In answer to petitioner's claim that respondents willfully violated the law, respondents state that the code of ethics is in fact lawful because it provides that any disciplinary action taken as a result of violations of the code are "subject to any rights the individual may have pursuant to statute, contract, law, rule or regulation." I do not find this argument persuasive. It fails to consider that the provisions at issue could have a chilling effect on the behavior of board members and other covered individuals who may wish to avoid disciplinary action. Obviously, the code should not contain unlawful provisions. The fact that an individual may challenge those provisions at a later time is beside the point.

Respondents also claim that they did not willfully violate the law because they acted in good faith to test the scope of Article 18 of the General Municipal Law. Respondents state that section 806 of the General Municipal Law permitted them to adopt a more stringent ethical standard than that provided in Article 18 of the General Municipal Law, and this is what they did.

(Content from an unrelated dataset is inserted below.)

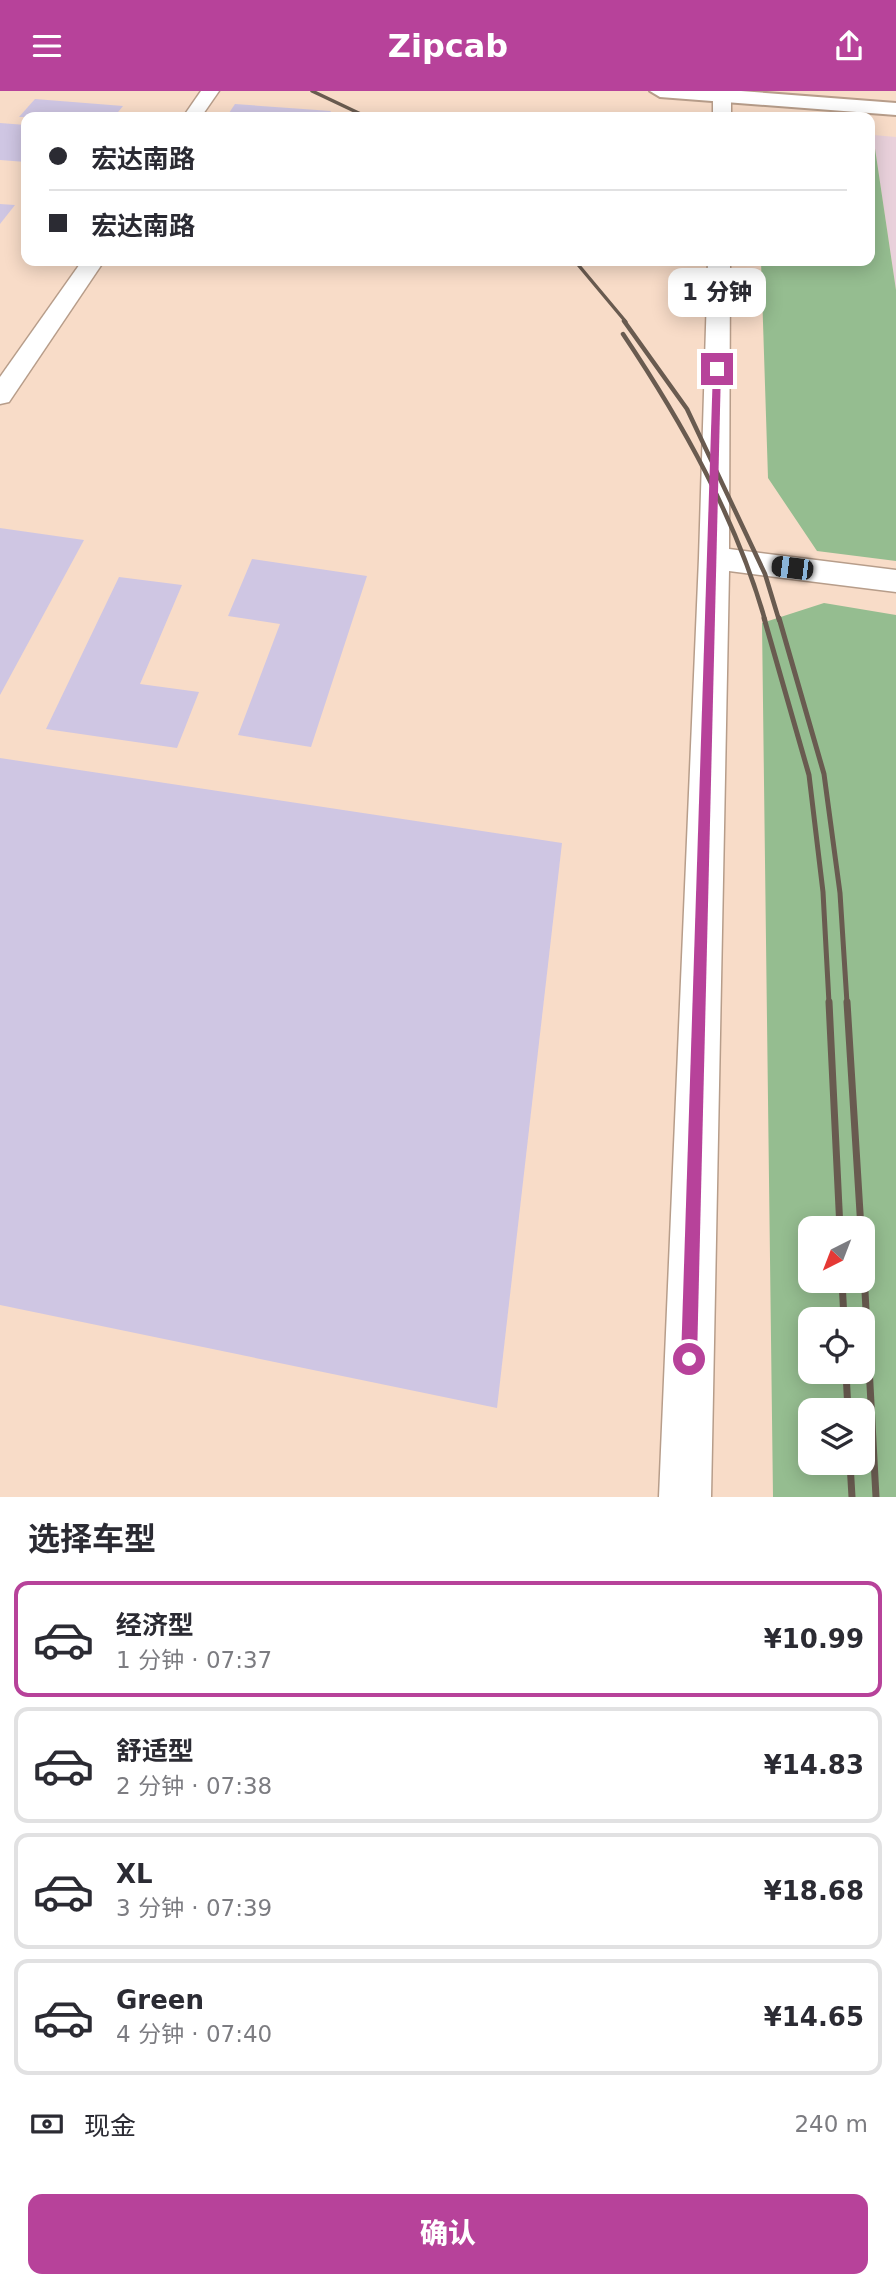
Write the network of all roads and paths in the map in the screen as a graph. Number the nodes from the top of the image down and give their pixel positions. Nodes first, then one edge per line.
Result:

Based on the record before me, I do not find that respondents willfully violated the law because I do not find that they acted intentionally with a wrongful purpose. Respondents acted with appropriate concerns -- to adopt a more stringent code of ethics than required under Article 18 of the General Municipal Law, which they were permitted to do provided the code did not conflict with a statutory provision that expressly addressed the conduct. Moreover, I do not view respondents' good faith efforts to test the scope of Article 18 of the General Municipal Law to be a basis for finding that they acted to willfully violate the law. Respondents could have exercised better judgment, but poor judgment is not a basis for removing board members (Application of Gellatly, 30 Ed Dept Rep 10).

While I will not order the removal of respondents, I do direct the modification of the code of ethics to conform with the findings of this decision.

Respondents have requested that I certify, pursuant to Education Law "3811(1), that they appeared to have exercised their powers and performed their duties in good faith. A certificate of this nature may only be issued if there is record evidence that the party seeking the certificate notified the board of education in writing of the commencement of an appeal to the Commissioner and that the board, within 10 days following receipt of that notice, designated and appointed legal counsel to represent the individual. The record indicates that respondents timely notified the board of the commencement of this appeal and that the board appointed legal counsel to represent respondents. It is appropriate to issue a certification of good faith unless it has been established on the record that a board member acted in bad faith (Appeal of the Board of Cooperative Educational Services, Third Supervisory District, Suffolk County, 32 Ed Dept Rep 519). In light of my decision, I will issue such certificates to respondents.

Finally, respondents request attorneys' fees and costs for defending this action. It is well settled that the Commissioner of Education lacks authority to award attorneys' fees and costs in an appeal before him (Appeal of Shravah, 36 Ed Dept Rep 396 aff'dEducation Alternatives, Inc. v. Mills, Supreme Court, Albany County, Special Term, December 18, 1997).

THE APPLICATION IS DENIED.

 

IT IS ORDERED that the Board of Education of the Middle Country Central School District shall meet within 30 days of the date of this decision, at which time such board shall modify the Middle Country Central School District code of ethics to be in compliance with the findings of this decision.